Assigned task: Filter these entries, keeping only lines that hold the word "edges".
*** Begin section ***
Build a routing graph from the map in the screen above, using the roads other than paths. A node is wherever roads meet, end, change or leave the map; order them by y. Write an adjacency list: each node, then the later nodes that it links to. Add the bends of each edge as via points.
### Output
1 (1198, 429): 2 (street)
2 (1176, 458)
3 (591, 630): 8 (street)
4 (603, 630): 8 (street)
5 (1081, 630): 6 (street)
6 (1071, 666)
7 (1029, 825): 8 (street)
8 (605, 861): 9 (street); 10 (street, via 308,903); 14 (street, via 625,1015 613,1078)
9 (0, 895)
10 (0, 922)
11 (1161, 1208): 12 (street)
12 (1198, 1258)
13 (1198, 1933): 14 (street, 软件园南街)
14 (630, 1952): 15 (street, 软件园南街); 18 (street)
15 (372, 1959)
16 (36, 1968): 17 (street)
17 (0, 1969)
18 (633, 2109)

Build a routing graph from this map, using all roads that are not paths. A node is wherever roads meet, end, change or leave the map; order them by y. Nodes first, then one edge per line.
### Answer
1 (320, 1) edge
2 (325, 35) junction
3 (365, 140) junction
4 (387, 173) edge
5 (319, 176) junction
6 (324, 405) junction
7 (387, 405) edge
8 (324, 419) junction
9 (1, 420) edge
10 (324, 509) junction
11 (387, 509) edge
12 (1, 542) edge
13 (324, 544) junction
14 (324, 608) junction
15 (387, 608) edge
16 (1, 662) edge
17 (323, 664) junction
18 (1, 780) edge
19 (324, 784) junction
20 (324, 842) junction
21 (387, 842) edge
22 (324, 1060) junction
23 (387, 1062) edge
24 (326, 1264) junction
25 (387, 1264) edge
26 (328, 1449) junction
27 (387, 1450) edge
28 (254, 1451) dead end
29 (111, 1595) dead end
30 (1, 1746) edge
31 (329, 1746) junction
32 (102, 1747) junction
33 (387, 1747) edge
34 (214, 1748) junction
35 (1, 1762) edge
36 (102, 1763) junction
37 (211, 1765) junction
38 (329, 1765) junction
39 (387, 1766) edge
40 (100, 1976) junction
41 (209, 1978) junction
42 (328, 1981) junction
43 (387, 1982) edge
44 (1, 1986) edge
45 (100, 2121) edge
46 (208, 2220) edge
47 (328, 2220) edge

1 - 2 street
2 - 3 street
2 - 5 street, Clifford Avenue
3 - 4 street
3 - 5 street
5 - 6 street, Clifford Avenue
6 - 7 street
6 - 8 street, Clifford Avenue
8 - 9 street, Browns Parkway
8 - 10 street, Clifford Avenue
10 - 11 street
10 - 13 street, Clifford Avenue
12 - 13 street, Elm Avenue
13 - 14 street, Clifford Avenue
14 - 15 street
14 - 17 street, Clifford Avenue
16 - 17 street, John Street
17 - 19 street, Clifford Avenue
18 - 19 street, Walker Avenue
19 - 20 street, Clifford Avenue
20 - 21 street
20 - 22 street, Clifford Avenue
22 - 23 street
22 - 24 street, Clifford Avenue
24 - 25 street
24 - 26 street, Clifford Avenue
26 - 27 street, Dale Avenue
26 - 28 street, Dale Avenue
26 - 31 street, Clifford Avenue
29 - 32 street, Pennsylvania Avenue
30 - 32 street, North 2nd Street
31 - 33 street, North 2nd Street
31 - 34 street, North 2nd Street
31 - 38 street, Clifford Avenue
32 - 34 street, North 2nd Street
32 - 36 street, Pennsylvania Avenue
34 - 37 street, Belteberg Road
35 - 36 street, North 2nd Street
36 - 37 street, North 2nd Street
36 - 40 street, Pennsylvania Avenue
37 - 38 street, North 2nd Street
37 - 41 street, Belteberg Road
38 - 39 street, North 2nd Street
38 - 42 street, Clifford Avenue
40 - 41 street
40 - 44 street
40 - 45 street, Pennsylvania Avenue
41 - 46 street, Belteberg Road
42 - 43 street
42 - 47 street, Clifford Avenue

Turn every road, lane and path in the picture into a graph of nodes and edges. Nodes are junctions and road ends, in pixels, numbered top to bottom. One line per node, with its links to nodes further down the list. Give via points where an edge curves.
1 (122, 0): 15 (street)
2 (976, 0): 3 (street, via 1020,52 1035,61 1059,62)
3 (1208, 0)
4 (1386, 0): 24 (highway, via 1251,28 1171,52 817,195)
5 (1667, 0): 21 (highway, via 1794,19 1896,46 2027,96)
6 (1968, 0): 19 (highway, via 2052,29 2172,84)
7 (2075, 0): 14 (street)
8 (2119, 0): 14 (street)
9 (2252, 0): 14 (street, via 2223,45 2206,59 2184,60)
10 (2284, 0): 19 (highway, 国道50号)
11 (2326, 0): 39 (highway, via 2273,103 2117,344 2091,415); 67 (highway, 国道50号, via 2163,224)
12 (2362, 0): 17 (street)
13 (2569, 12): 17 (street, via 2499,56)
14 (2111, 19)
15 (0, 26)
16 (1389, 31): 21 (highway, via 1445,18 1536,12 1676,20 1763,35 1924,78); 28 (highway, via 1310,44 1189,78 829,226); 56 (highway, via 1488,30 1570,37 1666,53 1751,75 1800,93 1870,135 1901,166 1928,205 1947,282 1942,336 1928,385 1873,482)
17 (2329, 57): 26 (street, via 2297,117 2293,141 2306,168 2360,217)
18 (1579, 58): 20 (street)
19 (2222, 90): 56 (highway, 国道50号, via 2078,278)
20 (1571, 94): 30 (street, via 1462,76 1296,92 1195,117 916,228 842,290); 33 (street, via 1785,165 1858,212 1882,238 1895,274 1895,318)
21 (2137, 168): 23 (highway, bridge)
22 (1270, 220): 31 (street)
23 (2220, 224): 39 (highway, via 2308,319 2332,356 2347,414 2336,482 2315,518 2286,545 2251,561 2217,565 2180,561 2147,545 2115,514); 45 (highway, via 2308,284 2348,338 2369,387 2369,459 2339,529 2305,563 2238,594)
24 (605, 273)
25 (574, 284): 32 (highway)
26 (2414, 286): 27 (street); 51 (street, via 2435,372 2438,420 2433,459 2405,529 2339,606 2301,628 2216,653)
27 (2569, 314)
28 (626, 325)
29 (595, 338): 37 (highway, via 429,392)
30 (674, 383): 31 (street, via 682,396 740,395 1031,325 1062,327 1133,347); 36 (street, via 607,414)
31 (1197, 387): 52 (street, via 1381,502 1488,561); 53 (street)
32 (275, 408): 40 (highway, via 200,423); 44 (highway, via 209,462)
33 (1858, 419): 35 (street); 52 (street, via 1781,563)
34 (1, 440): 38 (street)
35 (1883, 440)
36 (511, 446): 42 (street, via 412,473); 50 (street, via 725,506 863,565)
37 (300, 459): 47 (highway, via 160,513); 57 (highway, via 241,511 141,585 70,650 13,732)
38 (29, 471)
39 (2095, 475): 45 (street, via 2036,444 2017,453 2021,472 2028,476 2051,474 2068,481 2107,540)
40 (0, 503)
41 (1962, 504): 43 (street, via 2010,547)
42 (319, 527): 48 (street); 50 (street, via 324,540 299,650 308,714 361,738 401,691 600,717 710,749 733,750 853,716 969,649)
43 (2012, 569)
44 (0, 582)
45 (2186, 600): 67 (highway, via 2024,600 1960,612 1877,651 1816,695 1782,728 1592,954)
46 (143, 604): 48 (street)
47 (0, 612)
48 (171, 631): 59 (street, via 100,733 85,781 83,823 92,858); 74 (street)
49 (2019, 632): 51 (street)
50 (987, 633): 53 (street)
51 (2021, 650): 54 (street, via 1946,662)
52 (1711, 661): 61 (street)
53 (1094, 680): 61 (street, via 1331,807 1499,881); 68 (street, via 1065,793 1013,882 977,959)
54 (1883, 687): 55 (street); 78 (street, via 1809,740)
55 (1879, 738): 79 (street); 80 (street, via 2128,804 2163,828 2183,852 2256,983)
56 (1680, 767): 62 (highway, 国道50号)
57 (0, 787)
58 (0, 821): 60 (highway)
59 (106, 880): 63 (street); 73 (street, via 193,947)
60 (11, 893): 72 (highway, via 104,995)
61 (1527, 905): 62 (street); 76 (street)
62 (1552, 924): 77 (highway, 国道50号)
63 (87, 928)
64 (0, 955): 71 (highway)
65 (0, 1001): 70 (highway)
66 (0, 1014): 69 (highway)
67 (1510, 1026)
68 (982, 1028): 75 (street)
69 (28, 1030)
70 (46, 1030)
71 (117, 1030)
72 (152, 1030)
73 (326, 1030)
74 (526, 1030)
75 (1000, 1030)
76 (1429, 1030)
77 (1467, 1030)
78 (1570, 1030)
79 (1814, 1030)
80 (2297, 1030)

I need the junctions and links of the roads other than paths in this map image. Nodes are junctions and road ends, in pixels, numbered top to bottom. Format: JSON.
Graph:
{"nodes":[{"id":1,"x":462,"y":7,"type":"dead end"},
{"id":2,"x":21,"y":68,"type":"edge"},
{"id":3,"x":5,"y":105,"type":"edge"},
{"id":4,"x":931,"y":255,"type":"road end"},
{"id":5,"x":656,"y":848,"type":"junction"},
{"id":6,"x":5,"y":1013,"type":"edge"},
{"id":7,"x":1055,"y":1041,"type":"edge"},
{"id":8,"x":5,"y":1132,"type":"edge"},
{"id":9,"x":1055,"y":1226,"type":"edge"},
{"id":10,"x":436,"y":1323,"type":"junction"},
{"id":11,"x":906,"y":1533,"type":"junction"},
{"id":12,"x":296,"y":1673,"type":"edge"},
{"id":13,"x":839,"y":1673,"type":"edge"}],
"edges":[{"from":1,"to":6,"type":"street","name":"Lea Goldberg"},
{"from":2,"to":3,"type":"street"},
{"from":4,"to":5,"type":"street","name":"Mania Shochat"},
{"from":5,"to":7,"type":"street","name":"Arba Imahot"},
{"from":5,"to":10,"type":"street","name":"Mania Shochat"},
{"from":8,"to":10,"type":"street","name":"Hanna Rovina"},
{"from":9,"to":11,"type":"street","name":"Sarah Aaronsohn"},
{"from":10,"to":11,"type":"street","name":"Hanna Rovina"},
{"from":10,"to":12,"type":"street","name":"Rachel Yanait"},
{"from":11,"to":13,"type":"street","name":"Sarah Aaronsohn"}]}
*** End section ***
Solved exercise:
Turn every road, lane and path in the picture into a graph of nodes and edges. Nodes are junctions and road ends, in pixels, numbered top to bottom. One line per node, with its links to nodes further down the list. Give via points where an edge curves.
"edges":[{"from":1,"to":6,"type":"street","name":"Lea Goldberg"},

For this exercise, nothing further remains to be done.